======== Exercise data ========

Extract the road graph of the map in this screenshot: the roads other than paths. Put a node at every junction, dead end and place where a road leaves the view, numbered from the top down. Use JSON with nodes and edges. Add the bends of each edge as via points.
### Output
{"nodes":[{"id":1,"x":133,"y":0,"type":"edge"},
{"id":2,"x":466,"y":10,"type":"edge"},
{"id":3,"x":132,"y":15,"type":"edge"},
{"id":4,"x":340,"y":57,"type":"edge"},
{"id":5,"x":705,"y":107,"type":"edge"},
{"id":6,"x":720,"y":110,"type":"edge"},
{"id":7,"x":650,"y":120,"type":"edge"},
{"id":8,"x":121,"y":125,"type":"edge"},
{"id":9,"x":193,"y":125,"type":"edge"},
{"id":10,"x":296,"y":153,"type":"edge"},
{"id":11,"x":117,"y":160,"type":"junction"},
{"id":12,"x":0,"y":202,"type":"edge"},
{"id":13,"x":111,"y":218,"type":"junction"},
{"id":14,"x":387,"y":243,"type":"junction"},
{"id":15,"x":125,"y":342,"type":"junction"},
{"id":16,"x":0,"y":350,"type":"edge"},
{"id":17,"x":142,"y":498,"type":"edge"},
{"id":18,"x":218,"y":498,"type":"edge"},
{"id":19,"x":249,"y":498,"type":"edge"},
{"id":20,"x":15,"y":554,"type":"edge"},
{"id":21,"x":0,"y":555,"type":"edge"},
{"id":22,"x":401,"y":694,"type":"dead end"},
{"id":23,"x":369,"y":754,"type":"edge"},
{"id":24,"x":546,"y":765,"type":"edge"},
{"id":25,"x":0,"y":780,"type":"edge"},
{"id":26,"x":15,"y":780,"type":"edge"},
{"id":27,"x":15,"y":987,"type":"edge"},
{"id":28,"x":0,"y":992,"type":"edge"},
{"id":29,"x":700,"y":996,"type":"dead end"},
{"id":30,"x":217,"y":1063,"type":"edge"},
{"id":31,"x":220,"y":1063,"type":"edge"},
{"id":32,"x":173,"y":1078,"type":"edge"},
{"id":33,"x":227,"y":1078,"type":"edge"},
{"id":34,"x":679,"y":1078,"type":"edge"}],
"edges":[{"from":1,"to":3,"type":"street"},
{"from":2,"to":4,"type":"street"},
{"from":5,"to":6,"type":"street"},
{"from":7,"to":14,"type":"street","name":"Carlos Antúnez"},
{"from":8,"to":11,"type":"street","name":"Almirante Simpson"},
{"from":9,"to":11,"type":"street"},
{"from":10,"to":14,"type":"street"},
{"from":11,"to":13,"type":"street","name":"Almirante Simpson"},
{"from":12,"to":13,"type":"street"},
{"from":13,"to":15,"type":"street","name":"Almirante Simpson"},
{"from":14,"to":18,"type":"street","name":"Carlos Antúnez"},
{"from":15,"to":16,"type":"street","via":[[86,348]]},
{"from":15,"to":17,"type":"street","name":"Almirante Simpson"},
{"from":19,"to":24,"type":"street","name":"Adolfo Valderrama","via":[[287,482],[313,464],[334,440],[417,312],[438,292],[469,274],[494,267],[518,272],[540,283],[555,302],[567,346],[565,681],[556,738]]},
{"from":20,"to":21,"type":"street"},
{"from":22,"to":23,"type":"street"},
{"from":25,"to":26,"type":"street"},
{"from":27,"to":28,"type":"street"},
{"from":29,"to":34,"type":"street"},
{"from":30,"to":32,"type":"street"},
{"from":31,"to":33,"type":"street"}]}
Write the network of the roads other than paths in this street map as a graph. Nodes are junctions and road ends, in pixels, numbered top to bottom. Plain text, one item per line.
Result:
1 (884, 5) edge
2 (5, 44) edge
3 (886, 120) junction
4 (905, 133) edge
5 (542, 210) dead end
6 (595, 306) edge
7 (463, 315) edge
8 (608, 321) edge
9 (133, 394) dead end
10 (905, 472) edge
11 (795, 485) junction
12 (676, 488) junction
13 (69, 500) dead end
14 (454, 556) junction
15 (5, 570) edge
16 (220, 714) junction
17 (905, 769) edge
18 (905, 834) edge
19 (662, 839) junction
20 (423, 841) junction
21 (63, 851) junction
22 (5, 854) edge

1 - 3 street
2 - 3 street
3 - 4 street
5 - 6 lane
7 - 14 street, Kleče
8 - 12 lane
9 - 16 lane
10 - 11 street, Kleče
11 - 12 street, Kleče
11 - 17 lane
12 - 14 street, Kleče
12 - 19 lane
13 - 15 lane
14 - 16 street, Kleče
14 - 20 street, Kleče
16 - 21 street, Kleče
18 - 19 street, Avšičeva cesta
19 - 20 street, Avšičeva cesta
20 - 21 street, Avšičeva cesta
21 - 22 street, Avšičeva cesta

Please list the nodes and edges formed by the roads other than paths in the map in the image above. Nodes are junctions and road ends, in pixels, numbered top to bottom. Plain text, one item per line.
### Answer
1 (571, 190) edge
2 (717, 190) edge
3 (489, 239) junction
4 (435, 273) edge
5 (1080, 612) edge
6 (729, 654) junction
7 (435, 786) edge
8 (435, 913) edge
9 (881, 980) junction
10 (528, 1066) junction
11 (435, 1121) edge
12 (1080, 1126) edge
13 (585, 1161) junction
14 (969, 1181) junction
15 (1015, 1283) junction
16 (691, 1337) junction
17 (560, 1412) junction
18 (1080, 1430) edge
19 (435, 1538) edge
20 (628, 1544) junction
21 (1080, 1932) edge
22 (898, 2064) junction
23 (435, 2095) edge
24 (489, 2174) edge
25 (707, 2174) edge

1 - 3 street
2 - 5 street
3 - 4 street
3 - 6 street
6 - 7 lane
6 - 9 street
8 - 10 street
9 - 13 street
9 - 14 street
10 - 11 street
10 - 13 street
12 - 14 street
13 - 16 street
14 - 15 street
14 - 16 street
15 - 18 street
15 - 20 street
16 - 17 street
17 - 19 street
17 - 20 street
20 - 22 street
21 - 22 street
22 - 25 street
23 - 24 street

========

- _Work task_:
Give back each line above precisely as it stands.

- _Result for this exercise_:
Extract the road graph of the map in this screenshot: the roads other than paths. Put a node at every junction, dead end and place where a road leaves the view, numbered from the top down. Use JSON with nodes and edges. Add the bends of each edge as via points.
### Output
{"nodes":[{"id":1,"x":133,"y":0,"type":"edge"},
{"id":2,"x":466,"y":10,"type":"edge"},
{"id":3,"x":132,"y":15,"type":"edge"},
{"id":4,"x":340,"y":57,"type":"edge"},
{"id":5,"x":705,"y":107,"type":"edge"},
{"id":6,"x":720,"y":110,"type":"edge"},
{"id":7,"x":650,"y":120,"type":"edge"},
{"id":8,"x":121,"y":125,"type":"edge"},
{"id":9,"x":193,"y":125,"type":"edge"},
{"id":10,"x":296,"y":153,"type":"edge"},
{"id":11,"x":117,"y":160,"type":"junction"},
{"id":12,"x":0,"y":202,"type":"edge"},
{"id":13,"x":111,"y":218,"type":"junction"},
{"id":14,"x":387,"y":243,"type":"junction"},
{"id":15,"x":125,"y":342,"type":"junction"},
{"id":16,"x":0,"y":350,"type":"edge"},
{"id":17,"x":142,"y":498,"type":"edge"},
{"id":18,"x":218,"y":498,"type":"edge"},
{"id":19,"x":249,"y":498,"type":"edge"},
{"id":20,"x":15,"y":554,"type":"edge"},
{"id":21,"x":0,"y":555,"type":"edge"},
{"id":22,"x":401,"y":694,"type":"dead end"},
{"id":23,"x":369,"y":754,"type":"edge"},
{"id":24,"x":546,"y":765,"type":"edge"},
{"id":25,"x":0,"y":780,"type":"edge"},
{"id":26,"x":15,"y":780,"type":"edge"},
{"id":27,"x":15,"y":987,"type":"edge"},
{"id":28,"x":0,"y":992,"type":"edge"},
{"id":29,"x":700,"y":996,"type":"dead end"},
{"id":30,"x":217,"y":1063,"type":"edge"},
{"id":31,"x":220,"y":1063,"type":"edge"},
{"id":32,"x":173,"y":1078,"type":"edge"},
{"id":33,"x":227,"y":1078,"type":"edge"},
{"id":34,"x":679,"y":1078,"type":"edge"}],
"edges":[{"from":1,"to":3,"type":"street"},
{"from":2,"to":4,"type":"street"},
{"from":5,"to":6,"type":"street"},
{"from":7,"to":14,"type":"street","name":"Carlos Antúnez"},
{"from":8,"to":11,"type":"street","name":"Almirante Simpson"},
{"from":9,"to":11,"type":"street"},
{"from":10,"to":14,"type":"street"},
{"from":11,"to":13,"type":"street","name":"Almirante Simpson"},
{"from":12,"to":13,"type":"street"},
{"from":13,"to":15,"type":"street","name":"Almirante Simpson"},
{"from":14,"to":18,"type":"street","name":"Carlos Antúnez"},
{"from":15,"to":16,"type":"street","via":[[86,348]]},
{"from":15,"to":17,"type":"street","name":"Almirante Simpson"},
{"from":19,"to":24,"type":"street","name":"Adolfo Valderrama","via":[[287,482],[313,464],[334,440],[417,312],[438,292],[469,274],[494,267],[518,272],[540,283],[555,302],[567,346],[565,681],[556,738]]},
{"from":20,"to":21,"type":"street"},
{"from":22,"to":23,"type":"street"},
{"from":25,"to":26,"type":"street"},
{"from":27,"to":28,"type":"street"},
{"from":29,"to":34,"type":"street"},
{"from":30,"to":32,"type":"street"},
{"from":31,"to":33,"type":"street"}]}
Write the network of the roads other than paths in this street map as a graph. Nodes are junctions and road ends, in pixels, numbered top to bottom. Plain text, one item per line.
Result:
1 (884, 5) edge
2 (5, 44) edge
3 (886, 120) junction
4 (905, 133) edge
5 (542, 210) dead end
6 (595, 306) edge
7 (463, 315) edge
8 (608, 321) edge
9 (133, 394) dead end
10 (905, 472) edge
11 (795, 485) junction
12 (676, 488) junction
13 (69, 500) dead end
14 (454, 556) junction
15 (5, 570) edge
16 (220, 714) junction
17 (905, 769) edge
18 (905, 834) edge
19 (662, 839) junction
20 (423, 841) junction
21 (63, 851) junction
22 (5, 854) edge

1 - 3 street
2 - 3 street
3 - 4 street
5 - 6 lane
7 - 14 street, Kleče
8 - 12 lane
9 - 16 lane
10 - 11 street, Kleče
11 - 12 street, Kleče
11 - 17 lane
12 - 14 street, Kleče
12 - 19 lane
13 - 15 lane
14 - 16 street, Kleče
14 - 20 street, Kleče
16 - 21 street, Kleče
18 - 19 street, Avšičeva cesta
19 - 20 street, Avšičeva cesta
20 - 21 street, Avšičeva cesta
21 - 22 street, Avšičeva cesta

Please list the nodes and edges formed by the roads other than paths in the map in the image above. Nodes are junctions and road ends, in pixels, numbered top to bottom. Plain text, one item per line.
### Answer
1 (571, 190) edge
2 (717, 190) edge
3 (489, 239) junction
4 (435, 273) edge
5 (1080, 612) edge
6 (729, 654) junction
7 (435, 786) edge
8 (435, 913) edge
9 (881, 980) junction
10 (528, 1066) junction
11 (435, 1121) edge
12 (1080, 1126) edge
13 (585, 1161) junction
14 (969, 1181) junction
15 (1015, 1283) junction
16 (691, 1337) junction
17 (560, 1412) junction
18 (1080, 1430) edge
19 (435, 1538) edge
20 (628, 1544) junction
21 (1080, 1932) edge
22 (898, 2064) junction
23 (435, 2095) edge
24 (489, 2174) edge
25 (707, 2174) edge

1 - 3 street
2 - 5 street
3 - 4 street
3 - 6 street
6 - 7 lane
6 - 9 street
8 - 10 street
9 - 13 street
9 - 14 street
10 - 11 street
10 - 13 street
12 - 14 street
13 - 16 street
14 - 15 street
14 - 16 street
15 - 18 street
15 - 20 street
16 - 17 street
17 - 19 street
17 - 20 street
20 - 22 street
21 - 22 street
22 - 25 street
23 - 24 street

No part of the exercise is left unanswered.